> Exercise instructions:
Below are the entries; tally the lines holding the string "nodes" and give only that figure.

▬▬▬

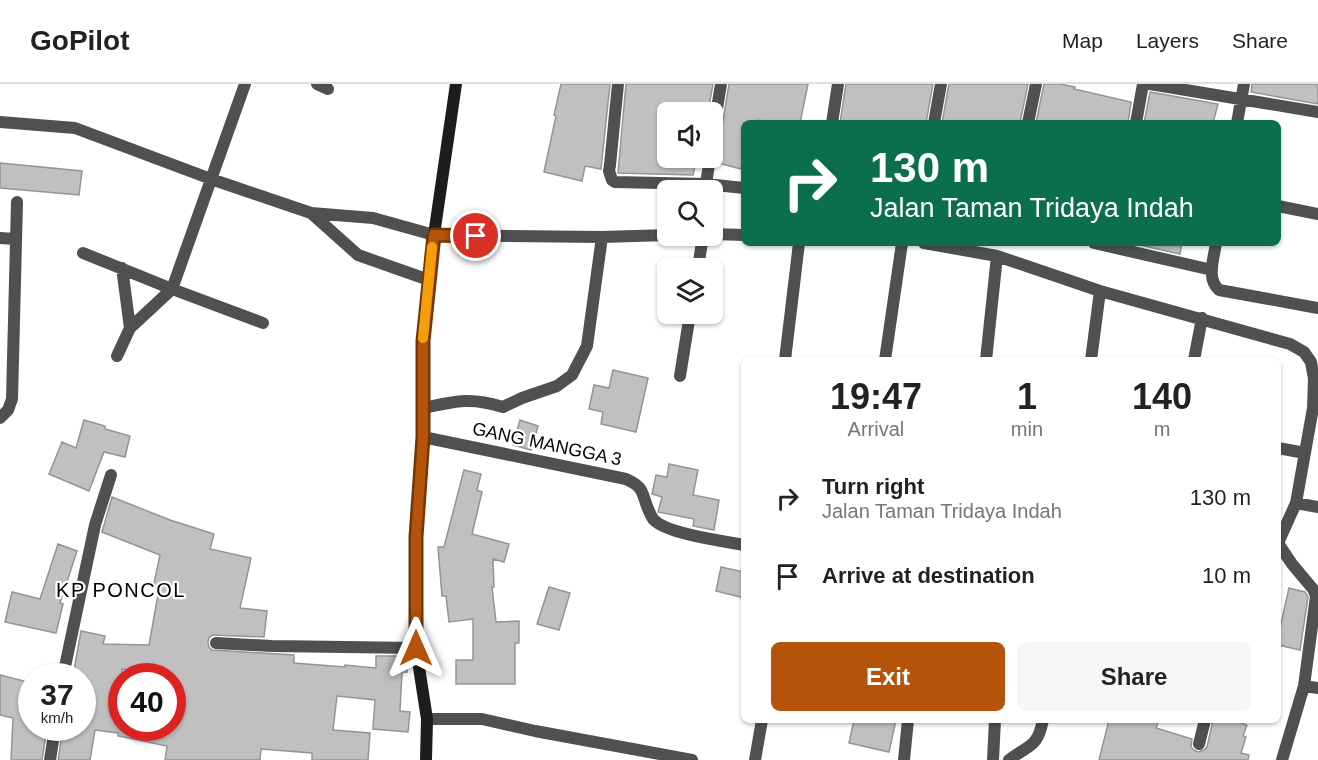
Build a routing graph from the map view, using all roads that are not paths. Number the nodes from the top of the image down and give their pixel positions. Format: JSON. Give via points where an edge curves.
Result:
{"nodes":[{"id":1,"x":245,"y":84,"type":"edge"},
{"id":2,"x":456,"y":84,"type":"edge"},
{"id":3,"x":618,"y":84,"type":"edge"},
{"id":4,"x":721,"y":84,"type":"edge"},
{"id":5,"x":838,"y":84,"type":"edge"},
{"id":6,"x":941,"y":84,"type":"edge"},
{"id":7,"x":1036,"y":84,"type":"edge"},
{"id":8,"x":1143,"y":84,"type":"edge"},
{"id":9,"x":1150,"y":84,"type":"edge"},
{"id":10,"x":1244,"y":84,"type":"edge"},
{"id":11,"x":1241,"y":100,"type":"junction"},
{"id":12,"x":718,"y":102,"type":"edge"},
{"id":13,"x":1318,"y":112,"type":"edge"},
{"id":14,"x":832,"y":120,"type":"edge"},
{"id":15,"x":935,"y":120,"type":"edge"},
{"id":16,"x":1029,"y":120,"type":"edge"},
{"id":17,"x":1137,"y":120,"type":"edge"},
{"id":18,"x":1238,"y":120,"type":"edge"},
{"id":19,"x":0,"y":122,"type":"edge"},
{"id":20,"x":211,"y":179,"type":"junction"},
{"id":21,"x":657,"y":183,"type":"edge"},
{"id":22,"x":723,"y":186,"type":"edge"},
{"id":23,"x":741,"y":188,"type":"edge"},
{"id":24,"x":17,"y":202,"type":"dead end"},
{"id":25,"x":1281,"y":207,"type":"edge"},
{"id":26,"x":311,"y":213,"type":"junction"},
{"id":27,"x":1318,"y":214,"type":"edge"},
{"id":28,"x":723,"y":234,"type":"edge"},
{"id":29,"x":434,"y":235,"type":"junction"},
{"id":30,"x":657,"y":235,"type":"edge"},
{"id":31,"x":741,"y":235,"type":"edge"},
{"id":32,"x":602,"y":237,"type":"junction"},
{"id":33,"x":0,"y":238,"type":"edge"},
{"id":34,"x":16,"y":239,"type":"junction"},
{"id":35,"x":799,"y":246,"type":"edge"},
{"id":36,"x":902,"y":246,"type":"edge"},
{"id":37,"x":941,"y":246,"type":"edge"},
{"id":38,"x":1118,"y":246,"type":"edge"},
{"id":39,"x":1216,"y":246,"type":"edge"},
{"id":40,"x":83,"y":253,"type":"dead end"},
{"id":41,"x":997,"y":256,"type":"junction"},
{"id":42,"x":122,"y":268,"type":"junction"},
{"id":43,"x":1212,"y":270,"type":"junction"},
{"id":44,"x":429,"y":280,"type":"junction"},
{"id":45,"x":172,"y":289,"type":"junction"},
{"id":46,"x":1101,"y":291,"type":"junction"},
{"id":47,"x":1318,"y":308,"type":"edge"},
{"id":48,"x":1202,"y":318,"type":"junction"},
{"id":49,"x":263,"y":323,"type":"dead end"},
{"id":50,"x":688,"y":324,"type":"edge"},
{"id":51,"x":130,"y":328,"type":"junction"},
{"id":52,"x":117,"y":356,"type":"dead end"},
{"id":53,"x":785,"y":357,"type":"edge"},
{"id":54,"x":885,"y":357,"type":"edge"},
{"id":55,"x":986,"y":357,"type":"edge"},
{"id":56,"x":1091,"y":357,"type":"edge"},
{"id":57,"x":1195,"y":357,"type":"edge"},
{"id":58,"x":680,"y":376,"type":"dead end"},
{"id":59,"x":424,"y":408,"type":"junction"},
{"id":60,"x":0,"y":418,"type":"edge"},
{"id":61,"x":423,"y":437,"type":"junction"},
{"id":62,"x":1281,"y":449,"type":"edge"},
{"id":63,"x":1305,"y":453,"type":"junction"},
{"id":64,"x":111,"y":475,"type":"dead end"},
{"id":65,"x":1296,"y":503,"type":"junction"},
{"id":66,"x":1318,"y":507,"type":"edge"},
{"id":67,"x":1281,"y":536,"type":"edge"},
{"id":68,"x":741,"y":544,"type":"edge"},
{"id":69,"x":1281,"y":548,"type":"edge"},
{"id":70,"x":216,"y":643,"type":"dead end"},
{"id":71,"x":416,"y":648,"type":"junction"},
{"id":72,"x":66,"y":663,"type":"edge"},
{"id":73,"x":1304,"y":686,"type":"junction"},
{"id":74,"x":1318,"y":688,"type":"edge"},
{"id":75,"x":427,"y":719,"type":"junction"},
{"id":76,"x":761,"y":723,"type":"edge"},
{"id":77,"x":909,"y":723,"type":"edge"},
{"id":78,"x":995,"y":723,"type":"edge"},
{"id":79,"x":1041,"y":723,"type":"edge"},
{"id":80,"x":1204,"y":723,"type":"edge"},
{"id":81,"x":53,"y":741,"type":"edge"},
{"id":82,"x":1198,"y":744,"type":"dead end"},
{"id":83,"x":50,"y":760,"type":"edge"},
{"id":84,"x":426,"y":760,"type":"edge"},
{"id":85,"x":692,"y":760,"type":"edge"},
{"id":86,"x":755,"y":760,"type":"edge"},
{"id":87,"x":903,"y":760,"type":"edge"},
{"id":88,"x":993,"y":760,"type":"edge"},
{"id":89,"x":1009,"y":760,"type":"edge"},
{"id":90,"x":1282,"y":760,"type":"edge"}],
"edges":[{"from":1,"to":20,"type":"street"},
{"from":2,"to":29,"type":"street"},
{"from":3,"to":21,"type":"street","via":[[612,180]]},
{"from":4,"to":12,"type":"street"},
{"from":5,"to":14,"type":"street"},
{"from":6,"to":15,"type":"street"},
{"from":7,"to":16,"type":"street"},
{"from":8,"to":17,"type":"street"},
{"from":9,"to":11,"type":"street"},
{"from":10,"to":11,"type":"street"},
{"from":11,"to":13,"type":"street"},
{"from":11,"to":18,"type":"street"},
{"from":19,"to":20,"type":"street","via":[[75,128]]},
{"from":20,"to":26,"type":"street"},
{"from":20,"to":45,"type":"street"},
{"from":22,"to":23,"type":"street"},
{"from":24,"to":34,"type":"street"},
{"from":25,"to":27,"type":"street"},
{"from":26,"to":29,"type":"street","via":[[373,218]]},
{"from":26,"to":44,"type":"street","via":[[358,255]]},
{"from":28,"to":31,"type":"street"},
{"from":29,"to":32,"type":"street"},
{"from":29,"to":44,"type":"street"},
{"from":30,"to":32,"type":"street"},
{"from":32,"to":59,"type":"street","via":[[587,346],[572,375],[557,386],[503,407],[472,400]]},
{"from":33,"to":34,"type":"street"},
{"from":34,"to":60,"type":"street","via":[[12,399]]},
{"from":35,"to":53,"type":"street"},
{"from":36,"to":54,"type":"street"},
{"from":37,"to":41,"type":"street"},
{"from":38,"to":43,"type":"street"},
{"from":39,"to":43,"type":"street"},
{"from":40,"to":42,"type":"street"},
{"from":41,"to":46,"type":"street"},
{"from":41,"to":55,"type":"street"},
{"from":42,"to":45,"type":"street"},
{"from":42,"to":51,"type":"street"},
{"from":43,"to":47,"type":"street","via":[[1219,290]]},
{"from":44,"to":59,"type":"street","via":[[423,341]]},
{"from":45,"to":49,"type":"street"},
{"from":45,"to":51,"type":"street"},
{"from":46,"to":48,"type":"street"},
{"from":46,"to":56,"type":"street"},
{"from":48,"to":57,"type":"street"},
{"from":48,"to":63,"type":"street","via":[[1290,344],[1304,352],[1314,378]]},
{"from":50,"to":58,"type":"street"},
{"from":51,"to":52,"type":"street"},
{"from":59,"to":61,"type":"street"},
{"from":61,"to":68,"type":"street","name":"GANG MANGGA 3","via":[[626,479],[642,490],[653,519],[669,528]]},
{"from":61,"to":71,"type":"street","via":[[416,537]]},
{"from":62,"to":63,"type":"street"},
{"from":63,"to":65,"type":"street"},
{"from":64,"to":72,"type":"street","via":[[95,525]]},
{"from":65,"to":66,"type":"street"},
{"from":65,"to":67,"type":"street"},
{"from":69,"to":73,"type":"street","via":[[1316,596]]},
{"from":70,"to":71,"type":"street"},
{"from":71,"to":75,"type":"street"},
{"from":73,"to":74,"type":"street"},
{"from":73,"to":90,"type":"street"},
{"from":75,"to":84,"type":"street"},
{"from":75,"to":85,"type":"street","via":[[482,719]]},
{"from":76,"to":86,"type":"street"},
{"from":77,"to":87,"type":"street"},
{"from":78,"to":88,"type":"street"},
{"from":79,"to":89,"type":"street","via":[[1038,738]]},
{"from":80,"to":82,"type":"street"},
{"from":81,"to":83,"type":"street"}]}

▬▬▬

> Exercise answer:
2